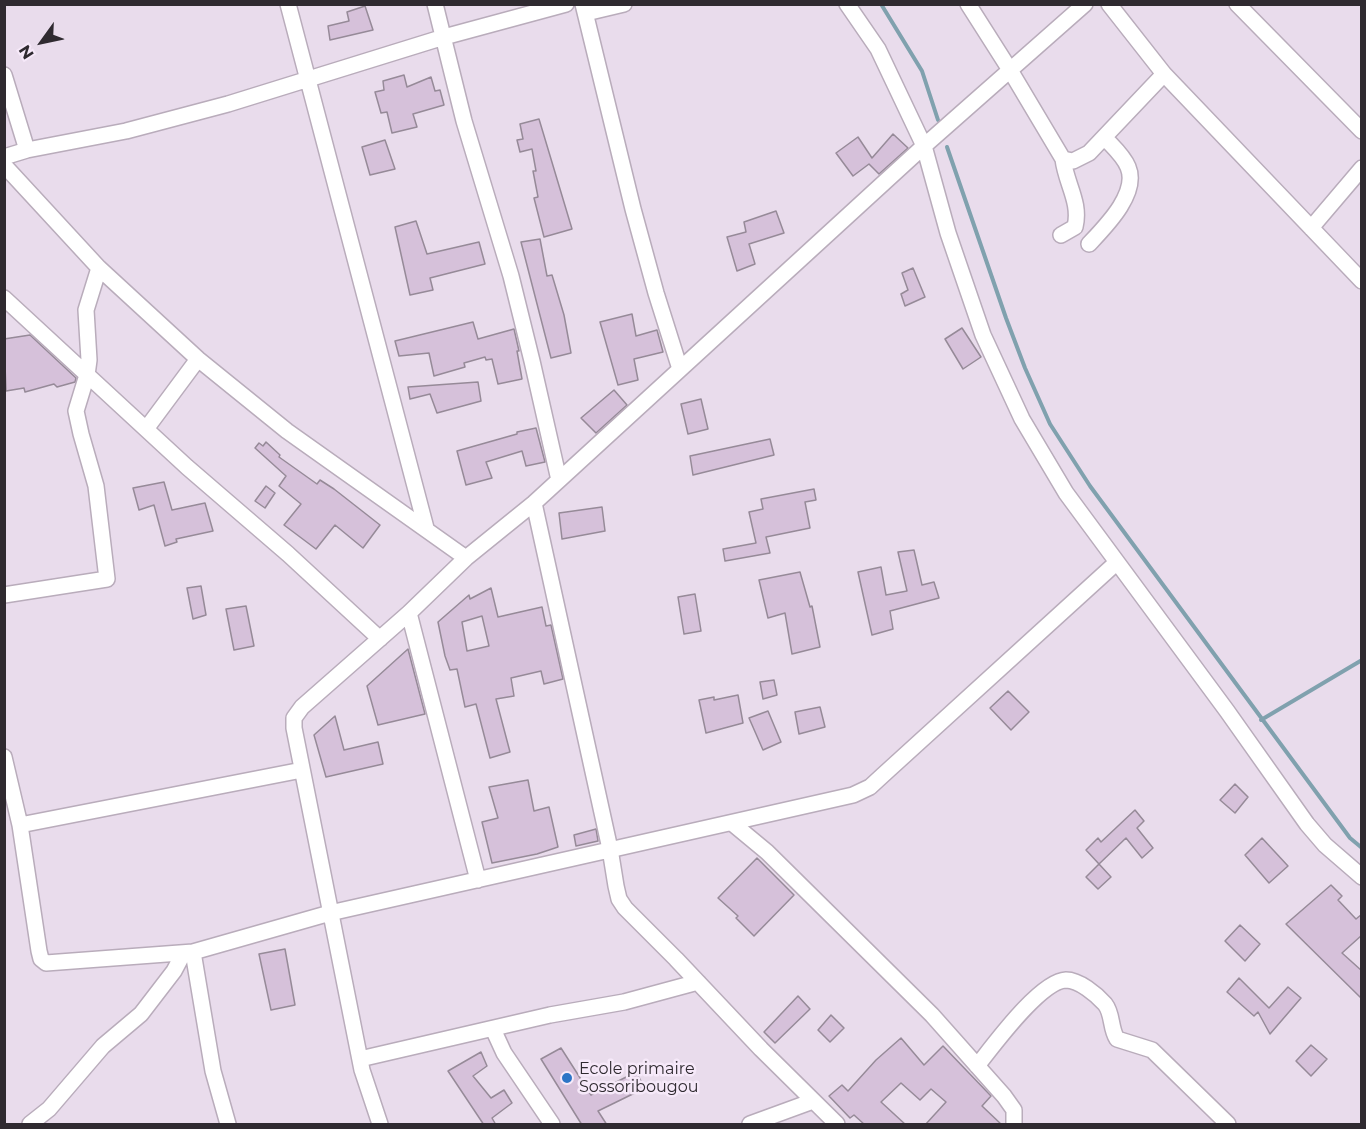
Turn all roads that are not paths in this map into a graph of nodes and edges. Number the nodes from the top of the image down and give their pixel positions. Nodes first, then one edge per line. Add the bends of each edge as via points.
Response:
1 (288, 4) edge
2 (435, 4) edge
3 (566, 4) edge
4 (624, 4) edge
5 (847, 4) edge
6 (968, 4) edge
7 (1085, 4) edge
8 (1109, 4) edge
9 (1237, 4) edge
10 (584, 9) edge
11 (444, 37) junction
12 (1010, 70) junction
13 (1164, 74) junction
14 (4, 75) edge
15 (309, 79) junction
16 (1362, 131) edge
17 (1104, 137) junction
18 (924, 146) junction
19 (27, 150) junction
20 (4, 157) edge
21 (1063, 159) junction
22 (4, 165) edge
23 (1362, 168) edge
24 (1311, 228) junction
25 (1061, 235) dead end
26 (1089, 244) dead end
27 (99, 268) junction
28 (1362, 281) edge
29 (4, 298) edge
30 (198, 359) junction
31 (680, 369) junction
32 (87, 375) junction
33 (146, 429) junction
34 (558, 480) junction
35 (534, 503) junction
36 (426, 528) junction
37 (466, 558) junction
38 (1116, 563) junction
39 (4, 595) edge
40 (409, 613) junction
41 (380, 639) junction
42 (4, 757) edge
43 (302, 770) junction
44 (732, 822) junction
45 (20, 825) junction
46 (610, 849) junction
47 (1362, 877) edge
48 (478, 880) junction
49 (330, 913) junction
50 (188, 953) junction
51 (698, 982) junction
52 (493, 1029) junction
53 (360, 1059) junction
54 (977, 1066) junction
55 (813, 1101) junction
56 (30, 1125) edge
57 (228, 1125) edge
58 (380, 1125) edge
59 (552, 1125) edge
60 (750, 1125) edge
61 (837, 1125) edge
62 (1014, 1125) edge
63 (1228, 1125) edge

1 - 15 street
2 - 11 street
3 - 11 street
4 - 10 street
5 - 18 street via 878,50
6 - 12 street
7 - 12 street
8 - 13 street
9 - 16 street
10 - 31 street via 633,209
11 - 15 street
11 - 34 street via 464,121 511,276
12 - 18 street
12 - 21 street
13 - 17 street
13 - 24 street
14 - 19 street
15 - 19 street via 126,131
15 - 36 street
17 - 21 street via 1089,153 1073,160
17 - 26 street via 1128,167 1130,182 1126,198
18 - 31 street
18 - 38 street via 948,233 980,325 1017,409 1066,493
19 - 20 street
21 - 25 street via 1078,215 1075,227
22 - 27 street
23 - 24 street
24 - 28 street
27 - 30 street
27 - 32 street via 86,310
29 - 32 street
30 - 33 street
30 - 36 street via 287,431
31 - 34 street
32 - 33 street
32 - 39 street via 76,411 96,486 107,579
33 - 41 street
34 - 35 street
35 - 37 street
35 - 46 street
36 - 37 street
37 - 40 street
38 - 44 street via 870,787 853,795
38 - 47 street via 1307,824
40 - 41 street
40 - 48 street
41 - 43 street via 294,718
42 - 45 street
43 - 45 street
43 - 49 street
44 - 46 street
44 - 54 street via 932,1015
45 - 50 street via 39,951 46,963
46 - 48 street
46 - 51 street via 624,908
48 - 49 street
49 - 50 street
49 - 53 street
50 - 56 street via 141,1014 103,1046 49,1109
50 - 57 street
51 - 52 street
51 - 55 street
52 - 53 street
52 - 59 street via 504,1053
53 - 58 street
54 - 62 street via 1014,1110
54 - 63 street via 1023,1009 1047,988 1060,981 1071,981 1105,1004 1118,1039 1152,1050
55 - 60 street
55 - 61 street

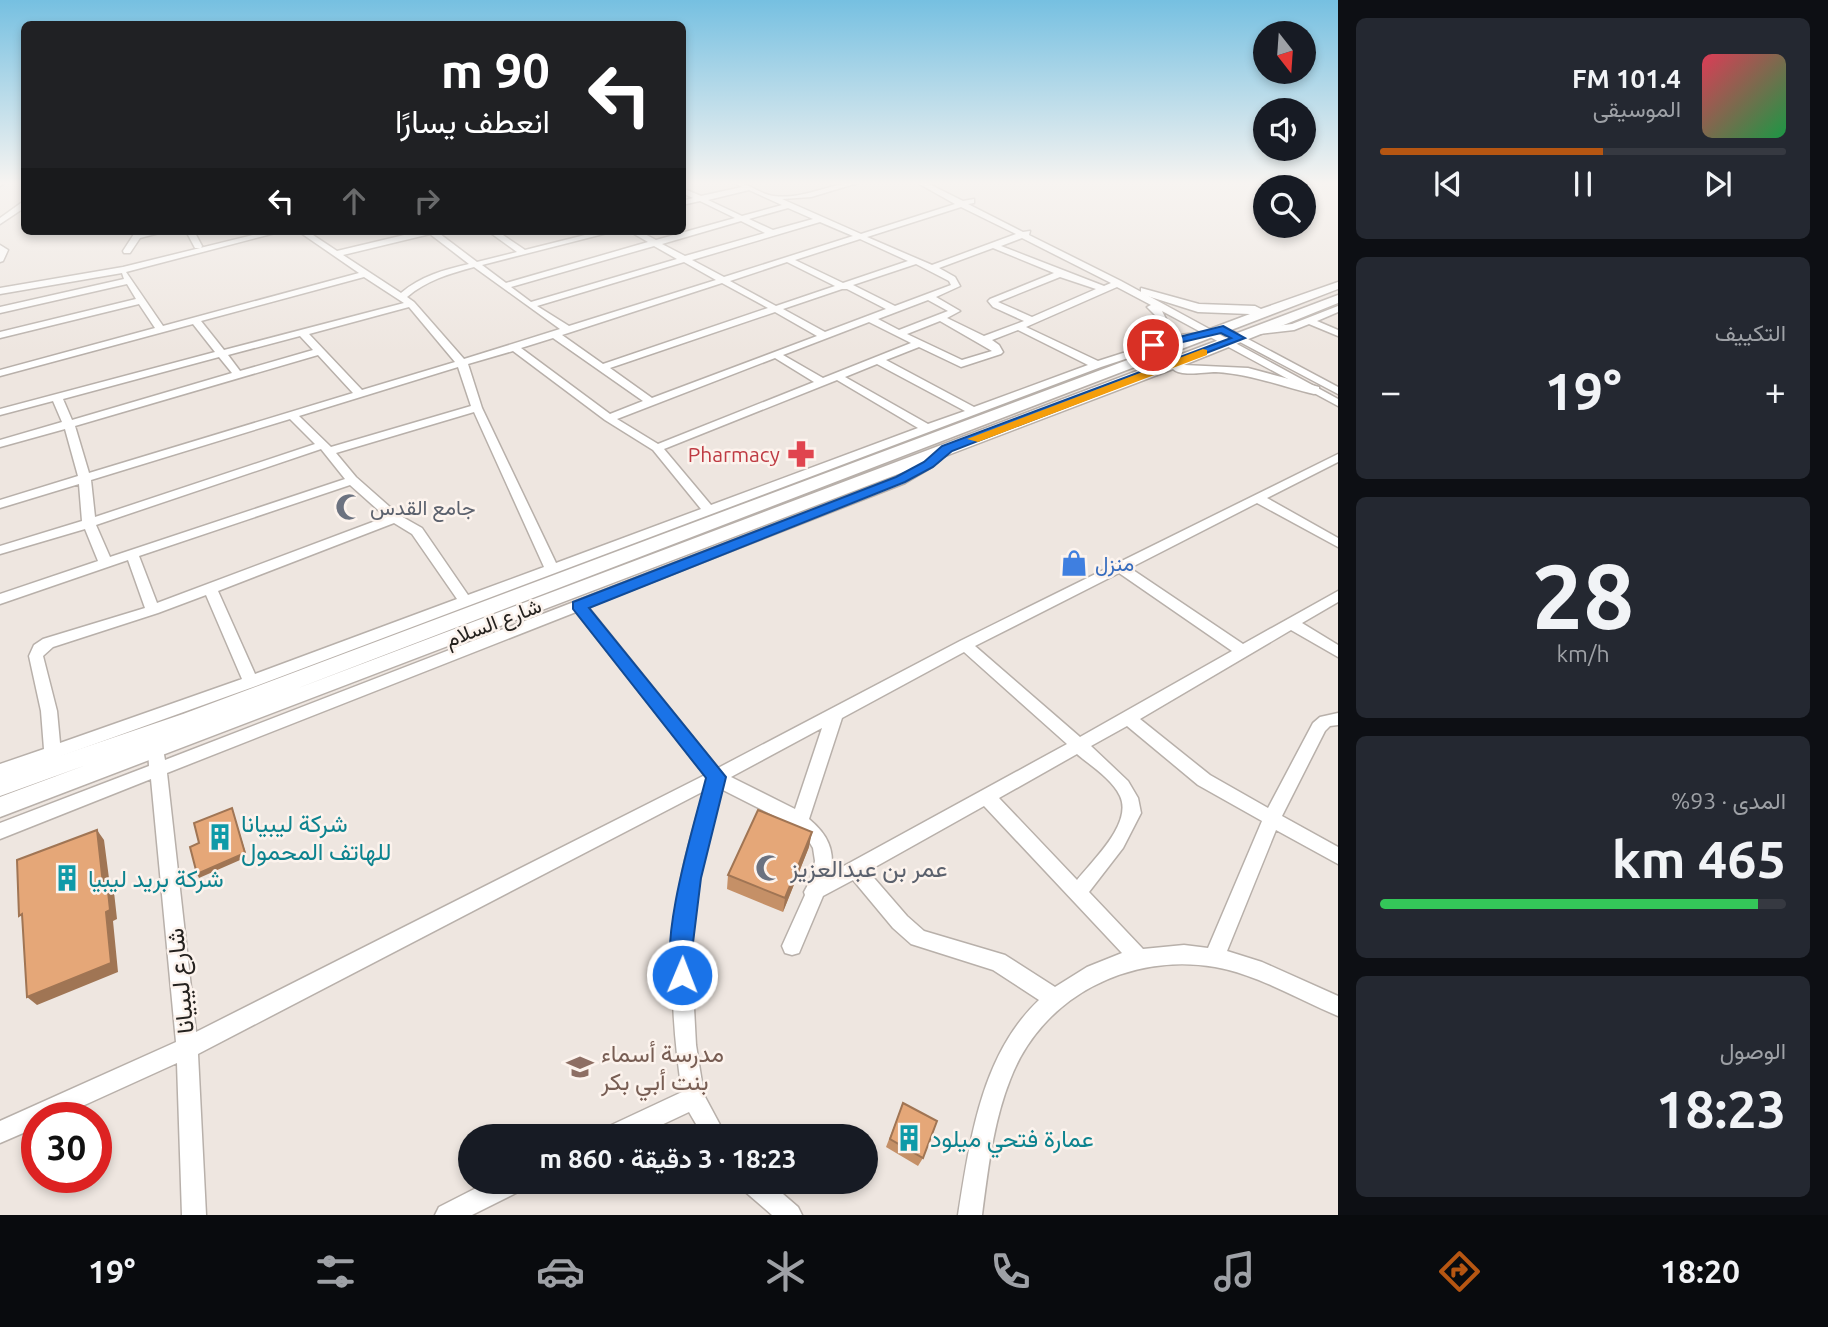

● ● ● ●

_Task description_
Reproduce the material exactly; keep pictures out.

_The completed task_
Turn all roads that are not paths in this map into a graph of nodes and edges. Number the nodes from the top of the image down and give their pixel positions. Nodes first, then one edge per line. Add the bends of each edge as via points.
Response:
1 (288, 4) edge
2 (435, 4) edge
3 (566, 4) edge
4 (624, 4) edge
5 (847, 4) edge
6 (968, 4) edge
7 (1085, 4) edge
8 (1109, 4) edge
9 (1237, 4) edge
10 (584, 9) edge
11 (444, 37) junction
12 (1010, 70) junction
13 (1164, 74) junction
14 (4, 75) edge
15 (309, 79) junction
16 (1362, 131) edge
17 (1104, 137) junction
18 (924, 146) junction
19 (27, 150) junction
20 (4, 157) edge
21 (1063, 159) junction
22 (4, 165) edge
23 (1362, 168) edge
24 (1311, 228) junction
25 (1061, 235) dead end
26 (1089, 244) dead end
27 (99, 268) junction
28 (1362, 281) edge
29 (4, 298) edge
30 (198, 359) junction
31 (680, 369) junction
32 (87, 375) junction
33 (146, 429) junction
34 (558, 480) junction
35 (534, 503) junction
36 (426, 528) junction
37 (466, 558) junction
38 (1116, 563) junction
39 (4, 595) edge
40 (409, 613) junction
41 (380, 639) junction
42 (4, 757) edge
43 (302, 770) junction
44 (732, 822) junction
45 (20, 825) junction
46 (610, 849) junction
47 (1362, 877) edge
48 (478, 880) junction
49 (330, 913) junction
50 (188, 953) junction
51 (698, 982) junction
52 (493, 1029) junction
53 (360, 1059) junction
54 (977, 1066) junction
55 (813, 1101) junction
56 (30, 1125) edge
57 (228, 1125) edge
58 (380, 1125) edge
59 (552, 1125) edge
60 (750, 1125) edge
61 (837, 1125) edge
62 (1014, 1125) edge
63 (1228, 1125) edge

1 - 15 street
2 - 11 street
3 - 11 street
4 - 10 street
5 - 18 street via 878,50
6 - 12 street
7 - 12 street
8 - 13 street
9 - 16 street
10 - 31 street via 633,209
11 - 15 street
11 - 34 street via 464,121 511,276
12 - 18 street
12 - 21 street
13 - 17 street
13 - 24 street
14 - 19 street
15 - 19 street via 126,131
15 - 36 street
17 - 21 street via 1089,153 1073,160
17 - 26 street via 1128,167 1130,182 1126,198
18 - 31 street
18 - 38 street via 948,233 980,325 1017,409 1066,493
19 - 20 street
21 - 25 street via 1078,215 1075,227
22 - 27 street
23 - 24 street
24 - 28 street
27 - 30 street
27 - 32 street via 86,310
29 - 32 street
30 - 33 street
30 - 36 street via 287,431
31 - 34 street
32 - 33 street
32 - 39 street via 76,411 96,486 107,579
33 - 41 street
34 - 35 street
35 - 37 street
35 - 46 street
36 - 37 street
37 - 40 street
38 - 44 street via 870,787 853,795
38 - 47 street via 1307,824
40 - 41 street
40 - 48 street
41 - 43 street via 294,718
42 - 45 street
43 - 45 street
43 - 49 street
44 - 46 street
44 - 54 street via 932,1015
45 - 50 street via 39,951 46,963
46 - 48 street
46 - 51 street via 624,908
48 - 49 street
49 - 50 street
49 - 53 street
50 - 56 street via 141,1014 103,1046 49,1109
50 - 57 street
51 - 52 street
51 - 55 street
52 - 53 street
52 - 59 street via 504,1053
53 - 58 street
54 - 62 street via 1014,1110
54 - 63 street via 1023,1009 1047,988 1060,981 1071,981 1105,1004 1118,1039 1152,1050
55 - 60 street
55 - 61 street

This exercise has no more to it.